QuintessentialShadowOfSnowball · 15/12/2007 12:30

Well, Madamez, I am having "a pop", but I am neither a smuggo nor with very secure income. Which is why I care greatly if my child goes to nursery and picks up stuff from sick children there, my job situation is highly unstable at the moment, we run our own struggling business. I dont send my children to school / nursery if they are ill, I prefer to care for them at home, and I would hope other parents also do that. I really cannot afford to have my son sick again and again, just other parents think it is ok to send their sick children to the nursery.

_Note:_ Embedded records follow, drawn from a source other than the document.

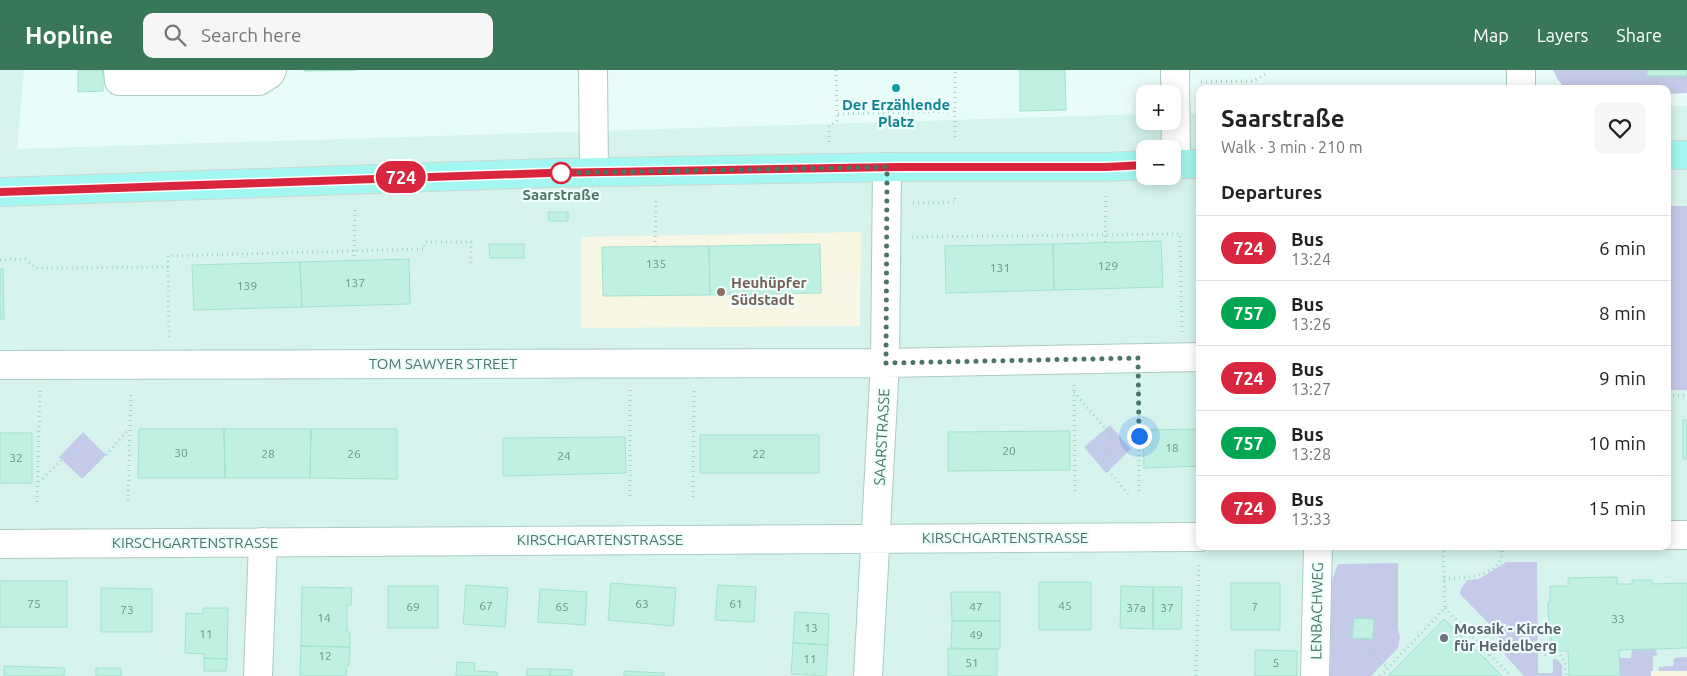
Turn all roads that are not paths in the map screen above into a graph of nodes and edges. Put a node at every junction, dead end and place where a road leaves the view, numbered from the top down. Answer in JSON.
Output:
{"nodes":[{"id":1,"x":118,"y":70,"type":"edge"},
{"id":2,"x":272,"y":70,"type":"edge"},
{"id":3,"x":593,"y":70,"type":"edge"},
{"id":4,"x":1521,"y":70,"type":"edge"},
{"id":5,"x":1175,"y":76,"type":"edge"},
{"id":6,"x":1522,"y":85,"type":"edge"},
{"id":7,"x":1671,"y":155,"type":"edge"},
{"id":8,"x":1687,"y":155,"type":"edge"},
{"id":9,"x":1183,"y":164,"type":"edge"},
{"id":10,"x":1136,"y":165,"type":"edge"},
{"id":11,"x":887,"y":167,"type":"junction"},
{"id":12,"x":594,"y":172,"type":"junction"},
{"id":13,"x":0,"y":192,"type":"edge"},
{"id":14,"x":1191,"y":358,"type":"edge"},
{"id":15,"x":886,"y":363,"type":"junction"},
{"id":16,"x":0,"y":365,"type":"edge"},
{"id":17,"x":1671,"y":535,"type":"edge"},
{"id":18,"x":1687,"y":535,"type":"edge"},
{"id":19,"x":1196,"y":537,"type":"edge"},
{"id":20,"x":876,"y":539,"type":"junction"},
{"id":21,"x":263,"y":542,"type":"junction"},
{"id":22,"x":0,"y":544,"type":"edge"},
{"id":23,"x":1318,"y":550,"type":"edge"},
{"id":24,"x":258,"y":676,"type":"edge"},
{"id":25,"x":868,"y":676,"type":"edge"},
{"id":26,"x":1316,"y":676,"type":"edge"}],
"edges":[{"from":1,"to":2,"type":"street"},
{"from":3,"to":12,"type":"street"},
{"from":4,"to":6,"type":"street"},
{"from":5,"to":9,"type":"street"},
{"from":7,"to":8,"type":"main road"},
{"from":10,"to":11,"type":"main road"},
{"from":11,"to":12,"type":"main road"},
{"from":11,"to":15,"type":"street","name":"SAARSTRASSE"},
{"from":12,"to":13,"type":"main road"},
{"from":14,"to":15,"type":"street","name":"TOM SAWYER STREET"},
{"from":15,"to":16,"type":"street","name":"TOM SAWYER STREET"},
{"from":15,"to":20,"type":"street","name":"SAARSTRASSE"},
{"from":17,"to":18,"type":"street"},
{"from":19,"to":20,"type":"street","name":"KIRSCHGARTENSTRASSE"},
{"from":20,"to":21,"type":"street","name":"KIRSCHGARTENSTRASSE"},
{"from":20,"to":25,"type":"street","name":"SAARSTRASSE"},
{"from":21,"to":22,"type":"street","name":"KIRSCHGARTENSTRASSE"},
{"from":21,"to":24,"type":"street"},
{"from":23,"to":26,"type":"street","name":"LENBACHWEG"}]}
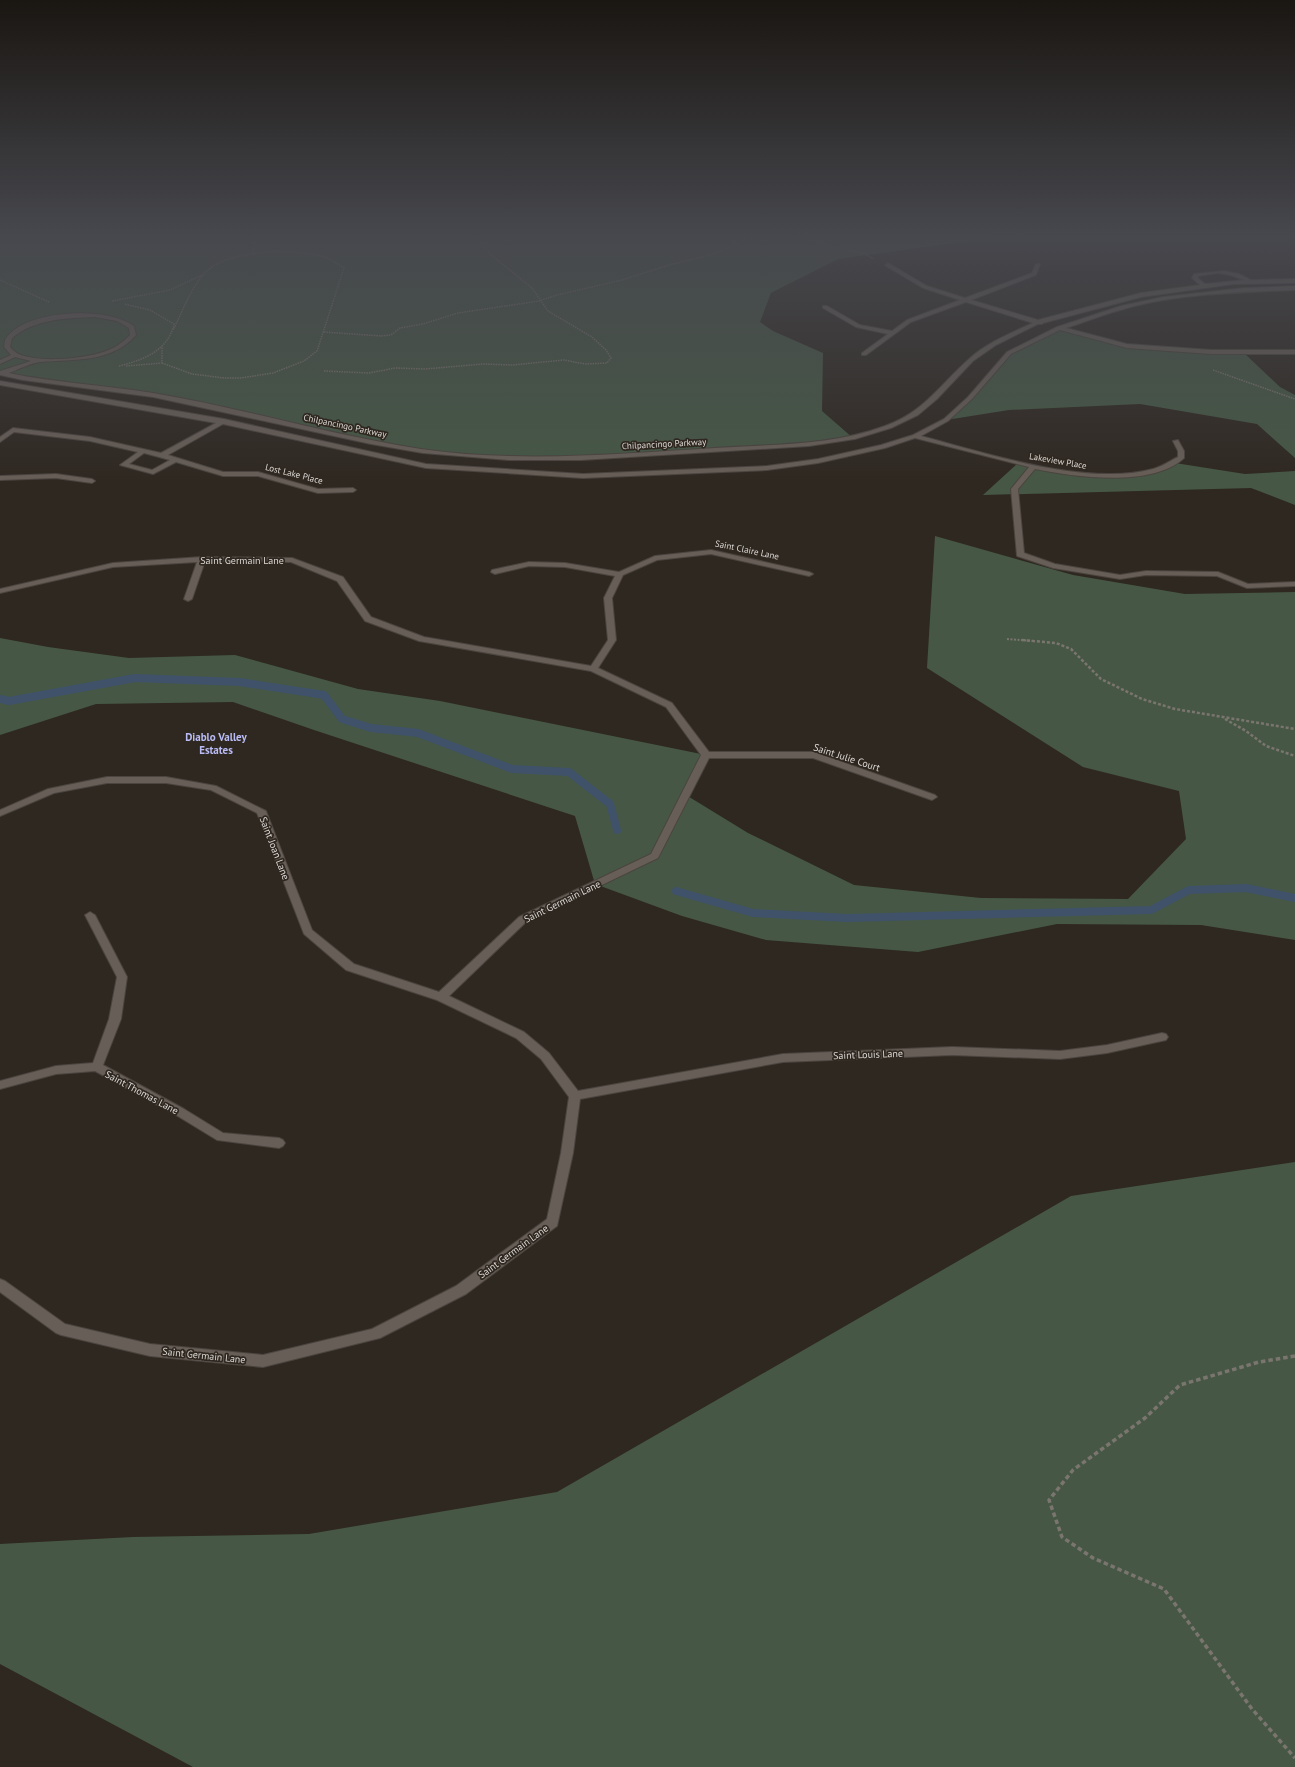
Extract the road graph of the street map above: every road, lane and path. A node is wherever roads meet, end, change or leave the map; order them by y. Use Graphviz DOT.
graph roads {
  1 [pos="66,317"];
  2 [pos="110,317"];
  3 [pos="180,317"];
  4 [pos="329,317"];
  5 [pos="444,317"];
  6 [pos="558,317"];
  7 [pos="843,317"];
  8 [pos="918,317"];
  9 [pos="1023,317"];
  10 [pos="1055,317"];
  11 [pos="1093,317"];
  12 [pos="1038,322"];
  13 [pos="1060,328"];
  14 [pos="173,330"];
  15 [pos="324,332"];
  16 [pos="894,333"];
  17 [pos="162,346"];
  18 [pos="1295,352"];
  19 [pos="864,354"];
  20 [pos="15,355"];
  21 [pos="47,361"];
  22 [pos="0,362"];
  23 [pos="162,363"];
  24 [pos="118,366"];
  25 [pos="324,371"];
  26 [pos="1,374"];
  27 [pos="0,383"];
  28 [pos="240,413"];
  29 [pos="223,422"];
  30 [pos="915,436"];
  31 [pos="0,440"];
  32 [pos="1176,441"];
  33 [pos="143,451"];
  34 [pos="162,455"];
  35 [pos="174,460"];
  36 [pos="1034,466"];
  37 [pos="0,478"];
  38 [pos="92,481"];
  39 [pos="353,490"];
  40 [pos="202,559"];
  41 [pos="495,572"];
  42 [pos="620,574"];
  43 [pos="809,574"];
  44 [pos="1295,584"];
  45 [pos="0,591"];
  46 [pos="188,599"];
  47 [pos="1007,639"];
  48 [pos="593,668"];
  49 [pos="1223,718"];
  50 [pos="1295,729"];
  51 [pos="706,755"];
  52 [pos="1295,756"];
  53 [pos="932,797"];
  54 [pos="0,813"];
  55 [pos="90,915"];
  56 [pos="441,997"];
  57 [pos="1162,1036"];
  58 [pos="97,1068"];
  59 [pos="0,1085"];
  60 [pos="575,1096"];
  61 [pos="279,1143"];
  62 [pos="0,1285"];
  63 [pos="1295,1356"];
  64 [pos="1295,1758"];
  1 -- 20 [label="street"];
  2 -- 21 [label="street"];
  3 -- 14 [label="path"];
  4 -- 15 [label="path"];
  5 -- 15 [label="path"];
  6 -- 25 [label="path"];
  7 -- 16 [label="street"];
  8 -- 16 [label="street"];
  9 -- 12 [label="street"];
  10 -- 12 [label="street, Chilpancingo Parkway"];
  11 -- 13 [label="street"];
  12 -- 13 [label="street"];
  12 -- 28 [label="street, Chilpancingo Parkway"];
  13 -- 18 [label="street"];
  13 -- 30 [label="street"];
  15 -- 23 [label="path"];
  16 -- 19 [label="street"];
  17 -- 23 [label="path"];
  20 -- 21 [label="street"];
  20 -- 22 [label="street"];
  21 -- 26 [label="street"];
  23 -- 24 [label="path"];
  26 -- 28 [label="street, Chilpancingo Parkway"];
  27 -- 29 [label="street"];
  28 -- 29 [label="street"];
  29 -- 30 [label="street"];
  29 -- 34 [label="street"];
  30 -- 36 [label="street, Lakeview Place"];
  31 -- 33 [label="street, Lost Lake Place"];
  32 -- 36 [label="street, Lakeview Place"];
  33 -- 34 [label="street, Lost Lake Place"];
  33 -- 35 [label="street"];
  34 -- 35 [label="street, Lost Lake Place"];
  35 -- 39 [label="street, Lost Lake Place"];
  36 -- 44 [label="street"];
  37 -- 38 [label="street"];
  40 -- 45 [label="street, Saint Germain Lane"];
  40 -- 46 [label="street"];
  40 -- 48 [label="street, Saint Germain Lane"];
  41 -- 42 [label="street"];
  42 -- 43 [label="street, Saint Claire Lane"];
  42 -- 48 [label="street"];
  47 -- 49 [label="path"];
  48 -- 51 [label="street, Saint Germain Lane"];
  49 -- 50 [label="path"];
  49 -- 52 [label="path"];
  51 -- 53 [label="street, Saint Julie Court"];
  51 -- 56 [label="street, Saint Germain Lane"];
  54 -- 56 [label="street, Saint Joan Lane"];
  55 -- 58 [label="street"];
  56 -- 60 [label="street"];
  57 -- 60 [label="street, Saint Louis Lane"];
  58 -- 59 [label="street, Saint Thomas Lane"];
  58 -- 61 [label="street, Saint Thomas Lane"];
  60 -- 62 [label="street, Saint Germain Lane"];
  63 -- 64 [label="path"];
}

Fircome, I said "we", but did not mean me personally. It was rhetorical. I think that is what many do. Adjust the view of "what is sick" or "what is too sick" to their personal preferences and circumstances.

OP posts:
ISawSantaKissingKerrysNorks · 15/12/2007 13:14

This reply has been deleted

Message withdrawn at poster's request.

TheYoungVisiturkeyandstuffing · 15/12/2007 13:20

but quint, as others have said your child is probably NOT catching stuff off the kids who look visibly sick, they are catching it off the kids who are incubating something but currently look fine.

The only way to insulate your child from germs is to keep THEM at home.

on a tangent, I am longing to be a Calpol Cowboy - how do I sign up? I think Calpol are missing a marketing trick. I am seeing a very snazzy ad campaign here; yummy mummy wearing a pink stetson and pink cowboy boots riding a swinging rodeo horse, shout line something like "when you can't afford to take a fall at work, let Calpol take the strain". I may suggest it to Calpol. Cod, I will ask them to pay you a royalty should it take off.

Reallytired · 15/12/2007 13:59

Lol.. My son is a calpol junkie. He is devestated that Calpol is for children under 6 years old. Is there a calpol equivalent for 6 year olds?

When I think he is trying to pull a fast one and get a day off school I offer him Medised. It tastes truely foul. If he is prepared to swallow it then I think he isn't faking it and needs to be at home.

Personally I think if an older child needs calpol/ medised/ whatever then they are probably too ill for school. However Calpol is a godsend for a teething baby.

whispywhisp · 15/12/2007 14:02

Just to add to this....I have had to give my lovely job up for the last 6 weeks whilst I've been nursing my kids - both have been very poorly - the bugs have jumped between the two and both of which have been at home more than at school. My employer said they needed my work covered so I've had to jack my job in. Yes we're very very skint as a result - the money I earnt went towards my food shopping every week but my kids and their health is more important than anything else, including work.

whispywhisp · 15/12/2007 14:03

Reallytired - Calpol6+ is for kids 6 and over - excellent stuff.